En La Comunidad del Anillo, las dos primeras horas resultan ser un prodigioso cine de aventuras, casi casi de vieja escuela. Tras la “muerte” de Gandalf, la película pierde fuelle, y, por supuesto, la falta de una conclusión le resta enteros. Algunas escenas rozan la cursilería absoluta, y otras el gore y el feísmo. También se alternan escenas muy emocionantes con diálogos y momentos que se hacen algo repetitivos, sobre todo en una película tan larga. Ahora bien, sobre esta mezcolanza irregular navega sin pudor su principal baza: el encanto de la Tierra Media y de los personajes de Tolkien. O lo amas o lo odias, pero una vez que conectas con su universo (y entendiendo que esto no es Ingmar Bergman precisamente) la trilogía se disfruta con facilidad pese a su maratoniana duración.

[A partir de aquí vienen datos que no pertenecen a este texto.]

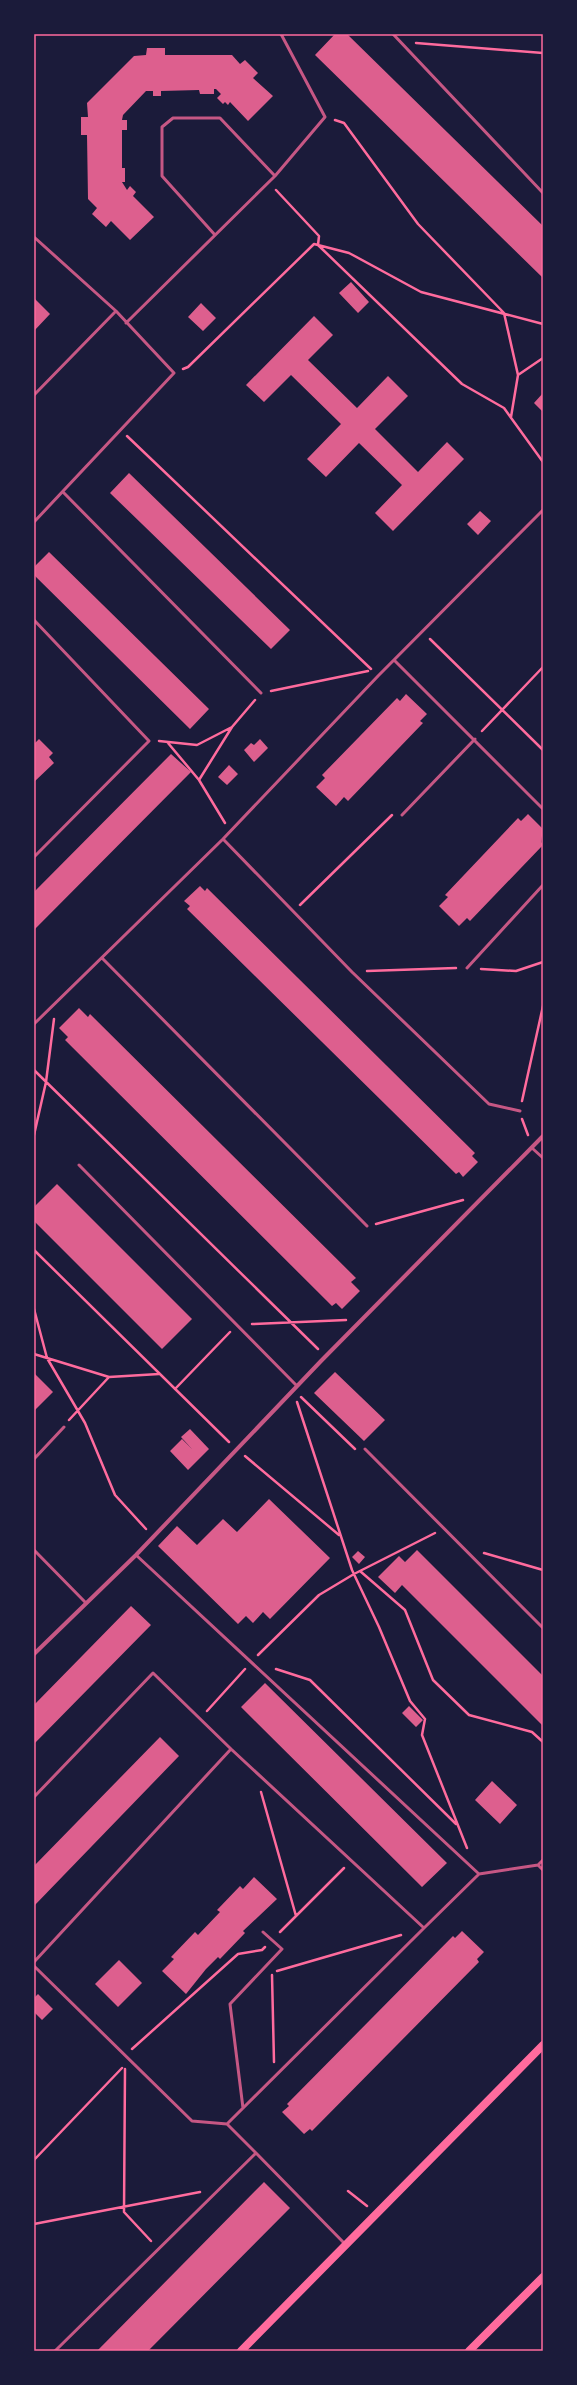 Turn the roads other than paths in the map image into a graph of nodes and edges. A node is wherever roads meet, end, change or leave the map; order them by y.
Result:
1 (282, 34) edge
2 (393, 34) edge
3 (275, 176) junction
4 (543, 193) edge
5 (215, 235) junction
6 (34, 237) edge
7 (116, 311) junction
8 (126, 323) junction
9 (34, 395) edge
10 (63, 492) junction
11 (543, 510) edge
12 (34, 522) edge
13 (34, 620) edge
14 (394, 660) junction
15 (261, 693) road end
16 (474, 739) junction
17 (543, 809) edge
18 (402, 815) road end
19 (223, 839) junction
20 (34, 857) edge
21 (543, 885) edge
22 (102, 958) junction
23 (467, 968) road end
24 (34, 1024) edge
25 (520, 1111) road end
26 (543, 1136) edge
27 (532, 1148) junction
28 (543, 1158) edge
29 (79, 1165) dead end
30 (367, 1226) road end
31 (297, 1386) junction
32 (64, 1426) road end
33 (365, 1449) road end
34 (34, 1459) edge
35 (34, 1550) edge
36 (136, 1555) junction
37 (85, 1602) junction
38 (543, 1628) edge
39 (34, 1654) edge
40 (231, 1749) junction
41 (34, 1797) edge
42 (543, 1860) edge
43 (538, 1865) junction
44 (543, 1870) edge
45 (479, 1874) junction
46 (424, 1928) junction
47 (263, 1932) dead end
48 (34, 1962) edge
49 (34, 1966) edge
50 (543, 2045) edge
51 (243, 2108) junction
52 (227, 2124) junction
53 (256, 2153) junction
54 (345, 2244) junction
55 (543, 2277) edge
56 (55, 2351) edge
57 (241, 2351) edge
58 (469, 2351) edge

1 - 3 lane
2 - 4 lane
3 - 5 lane
3 - 5 lane
5 - 8 lane
6 - 7 lane
7 - 8 lane
7 - 9 lane
8 - 10 lane
10 - 12 lane
10 - 15 lane
11 - 14 lane
13 - 20 lane
14 - 16 lane
14 - 19 lane
16 - 17 lane
16 - 18 lane
19 - 22 lane
19 - 25 lane
21 - 23 lane
22 - 24 lane
22 - 30 lane
26 - 27 street
27 - 28 lane
27 - 31 street
29 - 31 lane
31 - 36 street
32 - 34 lane
33 - 38 lane
35 - 37 lane
36 - 37 street
36 - 45 lane
37 - 39 street
40 - 41 lane
40 - 46 lane
40 - 48 lane
42 - 43 lane
43 - 44 lane
43 - 45 lane
45 - 46 lane
46 - 51 lane
47 - 51 lane
49 - 52 lane
50 - 54 main road
51 - 52 lane
52 - 53 lane
53 - 54 lane
53 - 56 lane
54 - 57 main road
55 - 58 main road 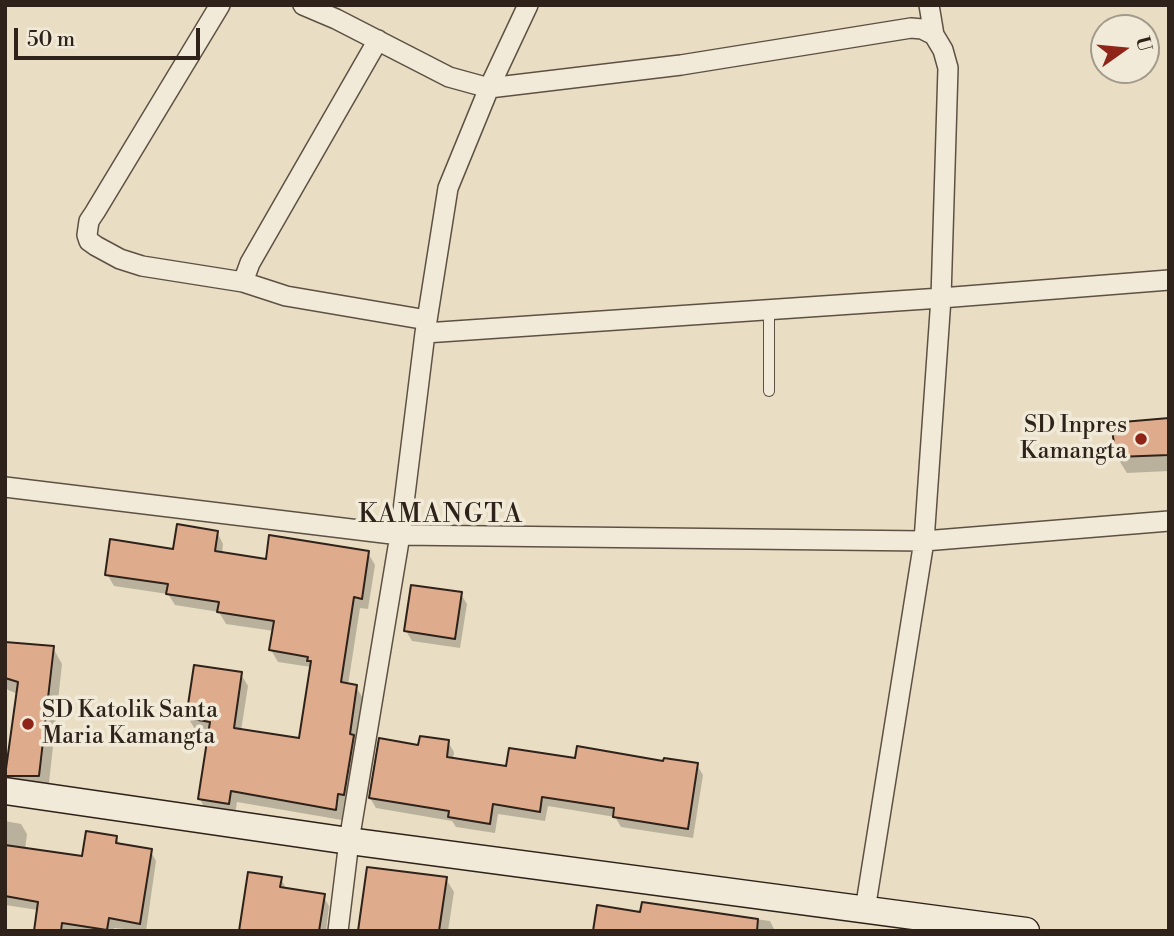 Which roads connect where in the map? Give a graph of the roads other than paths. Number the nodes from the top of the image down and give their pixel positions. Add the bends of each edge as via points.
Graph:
1 (220, 5) edge
2 (303, 5) edge
3 (528, 5) edge
4 (929, 5) edge
5 (934, 35) junction
6 (378, 40) junction
7 (489, 88) junction
8 (1169, 280) edge
9 (243, 282) junction
10 (941, 298) junction
11 (769, 310) junction
12 (426, 327) junction
13 (769, 391) dead end
14 (5, 487) edge
15 (1169, 521) edge
16 (400, 535) junction
17 (924, 541) junction
18 (5, 791) edge
19 (349, 841) junction
20 (865, 910) junction
21 (998, 929) edge
22 (338, 931) edge
23 (1026, 931) edge

1 - 9 street via 94,212 87,235 96,246 142,266
2 - 6 street
3 - 7 street
4 - 5 street
5 - 7 street via 911,28 681,65
5 - 10 street via 948,68
6 - 7 street via 449,77
6 - 9 street
7 - 12 street via 448,188
8 - 10 street
9 - 12 street
10 - 11 street
10 - 17 street
11 - 12 street
11 - 13 lane
12 - 16 street
14 - 16 street
15 - 17 street
16 - 17 street
16 - 19 street
17 - 20 street
18 - 19 main road
19 - 20 main road
19 - 22 street
20 - 21 main road
21 - 23 main road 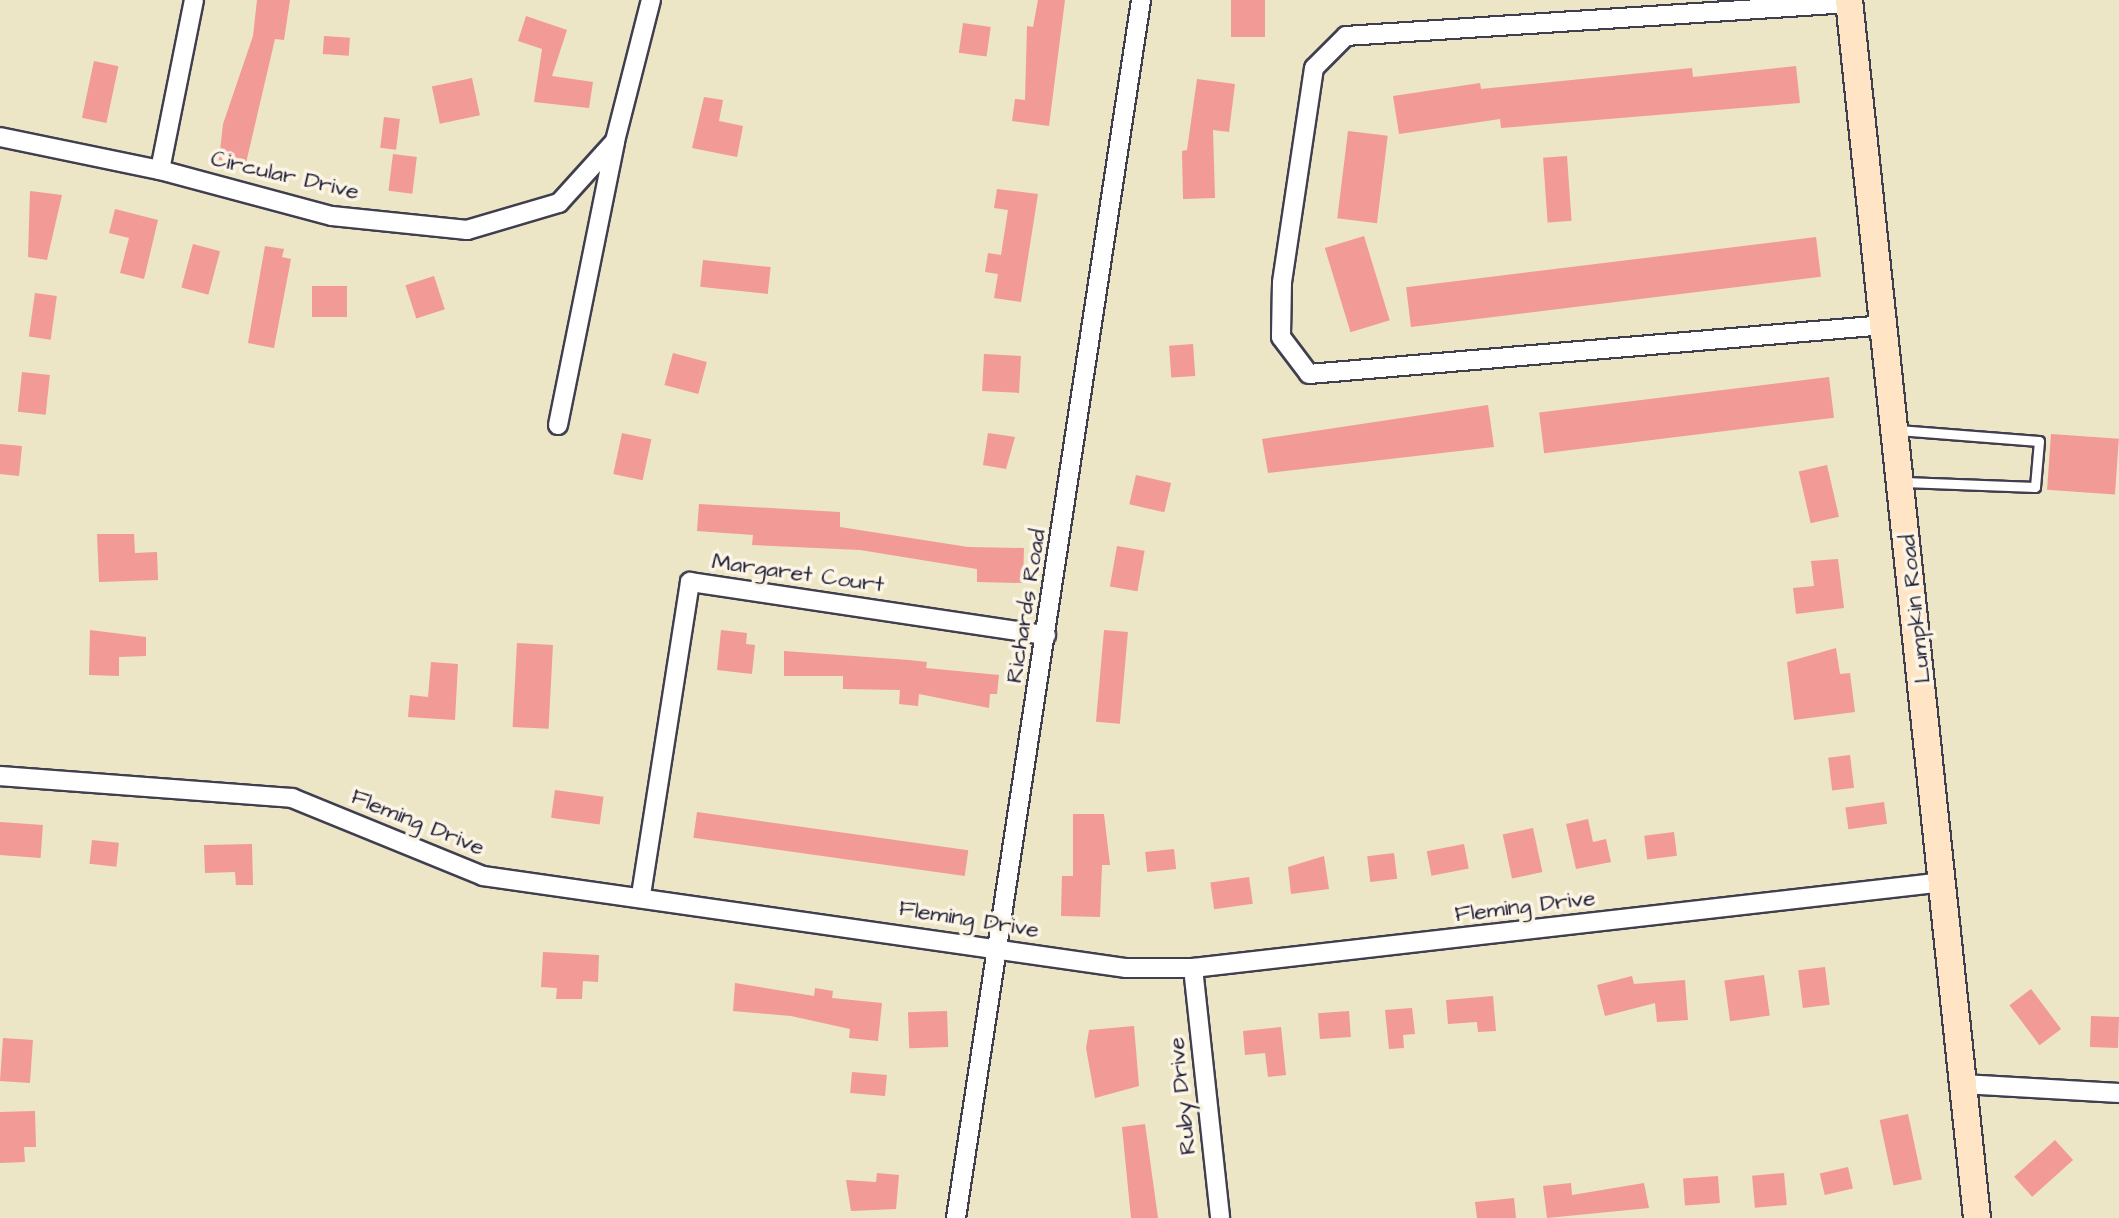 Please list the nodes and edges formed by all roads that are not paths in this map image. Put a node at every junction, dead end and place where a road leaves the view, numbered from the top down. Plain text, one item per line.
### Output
1 (194, 0) edge
2 (652, 0) edge
3 (1141, 0) edge
4 (1849, 1) edge
5 (0, 137) edge
6 (615, 141) junction
7 (160, 170) junction
8 (1885, 325) junction
9 (558, 425) dead end
10 (1896, 430) junction
11 (1902, 482) junction
12 (1046, 635) junction
13 (0, 775) edge
14 (1944, 882) junction
15 (640, 895) junction
16 (998, 948) junction
17 (1193, 968) junction
18 (1963, 1084) junction
19 (2119, 1093) edge
20 (956, 1218) edge
21 (1220, 1218) edge
22 (1977, 1218) edge

1 - 7 street
2 - 6 street, Circular Drive
3 - 12 street, Richards Road
4 - 8 main road, Lumpkin Road
4 - 8 street
5 - 7 street, Circular Drive
6 - 7 street, Circular Drive
6 - 9 street, Circular Drive
8 - 10 main road, Lumpkin Road
10 - 11 main road, Lumpkin Road
10 - 11 lane
11 - 14 main road, Lumpkin Road
12 - 15 street, Margaret Court
12 - 16 street, Richards Road
13 - 15 street, Fleming Drive
14 - 17 street, Fleming Drive
14 - 18 main road, Lumpkin Road
15 - 16 street, Fleming Drive
16 - 17 street, Fleming Drive
16 - 20 street, Richards Road
17 - 21 street, Ruby Drive
18 - 19 street
18 - 22 main road, Lumpkin Road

Lo mejor: el casting, la producción y el espíritu de los personajes de Tolkien. Y el encuentro de Gandalf con el Balrog.
Lo peor: algunos “tics” del director Peter Jackson y su exagerada duración.



Sentido épico no falta. Vistas desde el helicóptero, seguramente sobran.

13/10/09

Basura independiente

District 9
Ya casi se me había olvidado que Peter Jackson se dedicó al pestilente cine gore, del que, por si no queda claro, yo abomino sin resquicio de duda. Esta supuesta película, prácticamente insoportable, con un guión lleno de fallas, mal rodada, mal interpretada y asquerosa la mayor parte del tiempo, es una mezcla de cine de ciencia ficción malo y La Mosca, la película de Cronenberg. Le recomiendo vivamente al Sr. Jackson que, como alternativa, pruebe a gastar el dinero que le reporta sin parar la franquicia de El Señor de los Anillos en combatir el hambre en el mundo; será sin duda mucho más exitoso. Cuente con los 7,20 euros de mi entrada, mucho mejor empleados así que en pasar un mal rato. La película-sorpresa del año, taquillazo inesperado y todo éso, no llega a la categoría de serie B y es para estómagos a prueba de bombas. Luego no digáis que no os avisé.


Mención aparte para el diseño de los "bichos": lamentable.